Crime hiding in plain sight
Perhaps the most alarming finding: 85 percent of the most threatening networks now use legitimate business structures to mask their activities, according to Europol, which blurs the line between the legal economy and organized crime almost beyond recognition.
European Commissioner for Internal Affairs and Migration Magnus Brunner framed the scale of the problem bluntly. “We’re not talking about street gangs,” he said at the press conference, “but about real multinational crime syndicates.” According to Brunner, criminal organizations increasingly identify profitable markets, invest resources strategically, and expand operations wherever financial opportunity exists — just like legitimate multinational businesses. Lawyers, accountants, and real estate professionals are deliberately recruited to funnel illicit profits into the legal economy.
Police in Berlin say a new criminal network linked to migrant gangs is spreading fear across the German capital after a string of shootings, grenade attacks, and large-scale extortion attempts targeting local businesses.
Drug trafficking remains the dominant criminal market, anchored by cocaine and synthetic drugs, with one in five of the most threatening networks tied directly to Latin America. But the networks’ reach extends into cybercrime, migrant smuggling, human trafficking, fraud, organized property crime, and money laundering — and increasingly into recruiting children. According to Europol, 6 percent of the identified networks actively recruit children between the ages of 8 and 17 for high-risk tasks ranging from drug deliveries to extreme violence.
Dismantling networks, not just arresting individuals
Europol’s message is that arrests alone will not solve the problem.
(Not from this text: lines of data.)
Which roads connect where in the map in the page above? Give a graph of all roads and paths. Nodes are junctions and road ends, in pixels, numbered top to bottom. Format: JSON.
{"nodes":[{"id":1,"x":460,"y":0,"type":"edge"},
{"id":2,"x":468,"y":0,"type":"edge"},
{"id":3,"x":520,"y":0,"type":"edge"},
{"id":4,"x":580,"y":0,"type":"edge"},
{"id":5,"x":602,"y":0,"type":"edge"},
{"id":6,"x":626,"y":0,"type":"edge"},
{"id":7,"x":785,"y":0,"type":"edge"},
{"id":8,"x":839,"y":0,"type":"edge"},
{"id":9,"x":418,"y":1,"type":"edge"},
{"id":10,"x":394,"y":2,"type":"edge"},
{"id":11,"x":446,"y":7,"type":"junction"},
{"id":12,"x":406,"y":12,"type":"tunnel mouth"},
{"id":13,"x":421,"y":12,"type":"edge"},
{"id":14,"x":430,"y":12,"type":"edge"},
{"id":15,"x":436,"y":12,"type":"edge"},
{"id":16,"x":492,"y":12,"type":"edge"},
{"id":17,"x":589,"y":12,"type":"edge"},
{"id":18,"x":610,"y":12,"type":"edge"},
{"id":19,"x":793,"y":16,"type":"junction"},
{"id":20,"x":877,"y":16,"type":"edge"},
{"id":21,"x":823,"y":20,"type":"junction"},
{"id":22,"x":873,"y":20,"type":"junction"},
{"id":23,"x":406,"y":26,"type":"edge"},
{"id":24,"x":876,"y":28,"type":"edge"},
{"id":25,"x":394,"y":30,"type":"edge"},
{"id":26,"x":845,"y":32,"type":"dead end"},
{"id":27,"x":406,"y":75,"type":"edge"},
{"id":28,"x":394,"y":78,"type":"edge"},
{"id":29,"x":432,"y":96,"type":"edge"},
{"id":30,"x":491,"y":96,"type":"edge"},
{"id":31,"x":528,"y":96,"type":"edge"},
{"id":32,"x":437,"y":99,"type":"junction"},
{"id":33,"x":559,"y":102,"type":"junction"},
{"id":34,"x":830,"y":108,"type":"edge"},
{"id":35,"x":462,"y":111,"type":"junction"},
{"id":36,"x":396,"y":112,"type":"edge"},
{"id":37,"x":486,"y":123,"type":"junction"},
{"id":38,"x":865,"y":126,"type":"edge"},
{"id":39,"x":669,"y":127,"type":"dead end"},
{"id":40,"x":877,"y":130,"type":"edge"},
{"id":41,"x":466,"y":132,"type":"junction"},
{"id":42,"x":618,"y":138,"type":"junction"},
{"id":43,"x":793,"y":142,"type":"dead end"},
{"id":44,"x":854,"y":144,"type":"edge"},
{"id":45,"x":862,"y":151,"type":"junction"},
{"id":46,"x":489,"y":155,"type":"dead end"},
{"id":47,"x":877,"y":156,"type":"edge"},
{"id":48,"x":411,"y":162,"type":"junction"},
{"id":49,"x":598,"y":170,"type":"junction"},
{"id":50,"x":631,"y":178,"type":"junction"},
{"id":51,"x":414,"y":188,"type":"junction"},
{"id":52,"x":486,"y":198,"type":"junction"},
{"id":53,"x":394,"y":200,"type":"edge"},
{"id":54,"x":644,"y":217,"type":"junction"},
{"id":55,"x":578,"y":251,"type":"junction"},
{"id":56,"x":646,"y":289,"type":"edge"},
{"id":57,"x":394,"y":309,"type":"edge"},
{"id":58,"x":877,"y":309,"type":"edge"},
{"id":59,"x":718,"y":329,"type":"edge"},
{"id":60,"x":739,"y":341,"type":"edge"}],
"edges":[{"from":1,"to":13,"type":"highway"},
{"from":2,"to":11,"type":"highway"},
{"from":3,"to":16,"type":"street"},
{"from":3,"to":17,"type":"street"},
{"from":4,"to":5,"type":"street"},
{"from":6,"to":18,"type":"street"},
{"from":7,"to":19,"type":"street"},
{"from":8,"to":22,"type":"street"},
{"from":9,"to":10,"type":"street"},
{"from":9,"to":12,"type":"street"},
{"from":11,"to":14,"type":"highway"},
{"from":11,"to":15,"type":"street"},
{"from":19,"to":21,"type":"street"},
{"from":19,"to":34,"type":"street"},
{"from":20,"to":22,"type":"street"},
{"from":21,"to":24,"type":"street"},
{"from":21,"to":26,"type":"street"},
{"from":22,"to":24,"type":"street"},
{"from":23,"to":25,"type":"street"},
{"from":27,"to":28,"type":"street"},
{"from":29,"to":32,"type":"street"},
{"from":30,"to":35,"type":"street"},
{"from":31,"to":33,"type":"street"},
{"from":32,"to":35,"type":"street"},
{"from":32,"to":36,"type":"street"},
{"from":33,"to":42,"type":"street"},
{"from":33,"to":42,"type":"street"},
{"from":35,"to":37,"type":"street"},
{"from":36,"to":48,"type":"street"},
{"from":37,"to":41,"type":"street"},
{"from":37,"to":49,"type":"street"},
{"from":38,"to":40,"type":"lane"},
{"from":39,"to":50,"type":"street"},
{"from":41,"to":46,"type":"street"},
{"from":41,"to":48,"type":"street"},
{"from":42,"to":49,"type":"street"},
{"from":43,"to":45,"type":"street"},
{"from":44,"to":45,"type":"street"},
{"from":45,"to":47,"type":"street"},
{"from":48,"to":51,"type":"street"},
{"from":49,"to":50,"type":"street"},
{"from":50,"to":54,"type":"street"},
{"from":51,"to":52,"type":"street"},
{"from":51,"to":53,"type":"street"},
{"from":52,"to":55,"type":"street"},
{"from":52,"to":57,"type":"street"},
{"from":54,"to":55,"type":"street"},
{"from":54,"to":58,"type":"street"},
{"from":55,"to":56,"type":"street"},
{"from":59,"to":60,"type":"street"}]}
When a top criminal target is taken off the street, demand and profit opportunities remain in place, allowing someone else to step in immediately.
“Our goal is not just to arrest individuals, but to dismantle criminal networks, target their command structures and deprive them of their assets and profits,” said Themistos Arnaoutis, the Cypriot police chief.
“The strength of criminal networks lies in their ability to operate across borders,” Arnaoutis said. “Our strength must therefore lie in our ability to work beyond these.”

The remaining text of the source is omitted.